Let $X$ be a sample from $N(0,1)$ and $m$, $v$, $s$, $k$ denote sample mean, variance, skewness and kurtosis of $X$. I want to transform the sample $X$ such that the sample moments equal the true population moments, e.g.
- sample mean = 0
- sample variance = 1
- sample skewness = 0
- sample kurtosis = 3
- ...
Using z-scores, $\frac{X-m}{\sqrt{v}}$, I can match the first two moments perfectly.
I seek a (nonlinear) transformation which helps my sample to match further population moments.
I found online the sinh-arcsinh transformation, that is $$Z=\sinh\left((4-k)\sinh^{-1}\left(\frac{X-m}{\sqrt{v}}\right)-s\right),$$
which should result in a match of the first four sample moments with the true population moments.

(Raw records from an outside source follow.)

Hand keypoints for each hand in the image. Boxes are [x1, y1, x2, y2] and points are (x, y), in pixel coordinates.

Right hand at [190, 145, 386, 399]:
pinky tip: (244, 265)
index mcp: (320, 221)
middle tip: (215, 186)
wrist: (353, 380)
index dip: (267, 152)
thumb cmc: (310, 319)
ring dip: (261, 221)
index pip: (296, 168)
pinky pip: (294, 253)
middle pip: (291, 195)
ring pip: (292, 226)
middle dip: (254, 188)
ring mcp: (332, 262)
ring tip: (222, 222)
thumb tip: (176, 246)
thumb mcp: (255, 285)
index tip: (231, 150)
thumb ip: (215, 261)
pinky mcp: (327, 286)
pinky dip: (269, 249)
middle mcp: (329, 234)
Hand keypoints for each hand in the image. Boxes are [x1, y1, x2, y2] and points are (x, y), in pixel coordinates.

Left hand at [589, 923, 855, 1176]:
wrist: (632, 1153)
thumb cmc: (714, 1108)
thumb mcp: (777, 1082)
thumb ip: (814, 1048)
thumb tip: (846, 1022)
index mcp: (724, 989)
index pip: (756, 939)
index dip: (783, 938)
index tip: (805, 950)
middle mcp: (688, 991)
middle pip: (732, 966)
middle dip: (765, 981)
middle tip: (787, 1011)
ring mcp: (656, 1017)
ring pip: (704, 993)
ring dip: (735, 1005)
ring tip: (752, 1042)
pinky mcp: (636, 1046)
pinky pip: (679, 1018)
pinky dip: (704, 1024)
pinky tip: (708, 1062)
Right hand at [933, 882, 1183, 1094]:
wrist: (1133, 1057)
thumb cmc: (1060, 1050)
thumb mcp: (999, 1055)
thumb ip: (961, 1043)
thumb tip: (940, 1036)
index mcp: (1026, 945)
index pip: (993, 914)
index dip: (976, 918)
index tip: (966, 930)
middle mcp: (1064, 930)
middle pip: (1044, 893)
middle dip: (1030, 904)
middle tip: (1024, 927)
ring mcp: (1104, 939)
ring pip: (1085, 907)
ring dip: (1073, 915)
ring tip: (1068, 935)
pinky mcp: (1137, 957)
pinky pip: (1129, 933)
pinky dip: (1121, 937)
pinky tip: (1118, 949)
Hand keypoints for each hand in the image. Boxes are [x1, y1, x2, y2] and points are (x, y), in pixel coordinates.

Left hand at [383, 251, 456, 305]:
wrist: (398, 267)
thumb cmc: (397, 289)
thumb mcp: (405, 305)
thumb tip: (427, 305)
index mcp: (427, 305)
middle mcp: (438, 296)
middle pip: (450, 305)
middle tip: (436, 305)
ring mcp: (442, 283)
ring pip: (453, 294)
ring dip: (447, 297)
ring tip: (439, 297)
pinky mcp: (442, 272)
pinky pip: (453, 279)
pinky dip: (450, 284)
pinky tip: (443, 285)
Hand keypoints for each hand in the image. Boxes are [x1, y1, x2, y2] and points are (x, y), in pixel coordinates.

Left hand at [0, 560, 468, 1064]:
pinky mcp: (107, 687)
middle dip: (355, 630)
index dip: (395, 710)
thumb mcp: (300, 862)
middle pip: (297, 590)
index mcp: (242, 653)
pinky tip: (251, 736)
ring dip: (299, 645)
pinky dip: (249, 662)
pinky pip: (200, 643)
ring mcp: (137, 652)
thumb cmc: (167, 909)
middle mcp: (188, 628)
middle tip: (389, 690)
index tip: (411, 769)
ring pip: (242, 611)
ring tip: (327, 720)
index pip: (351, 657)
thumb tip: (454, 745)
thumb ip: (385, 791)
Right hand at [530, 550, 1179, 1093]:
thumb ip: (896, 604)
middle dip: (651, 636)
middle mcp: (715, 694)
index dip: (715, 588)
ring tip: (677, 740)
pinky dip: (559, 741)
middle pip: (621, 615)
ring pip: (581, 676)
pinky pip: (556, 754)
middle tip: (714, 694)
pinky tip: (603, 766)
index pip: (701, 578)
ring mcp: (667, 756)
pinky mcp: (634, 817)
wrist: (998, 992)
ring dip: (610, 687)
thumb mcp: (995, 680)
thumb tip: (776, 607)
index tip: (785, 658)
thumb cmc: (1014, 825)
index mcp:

However, if I compare this transformation with the plain z-scores, $\frac{X-m}{\sqrt{v}}$, then that simpler approach yields better results (sample moments match population moments more closely). How can I transform the data correctly to match the moments?
Let $Z\sim N(0,1)$. Then, $$X=\mu+\sigma\sinh\left(\frac{\sinh^{-1}\left(Z\right)+\varepsilon}{\delta}\right)$$ has mean $\mu$, variance $\sigma^2$, skewness $\varepsilon$ and kurtosis $4-\delta$.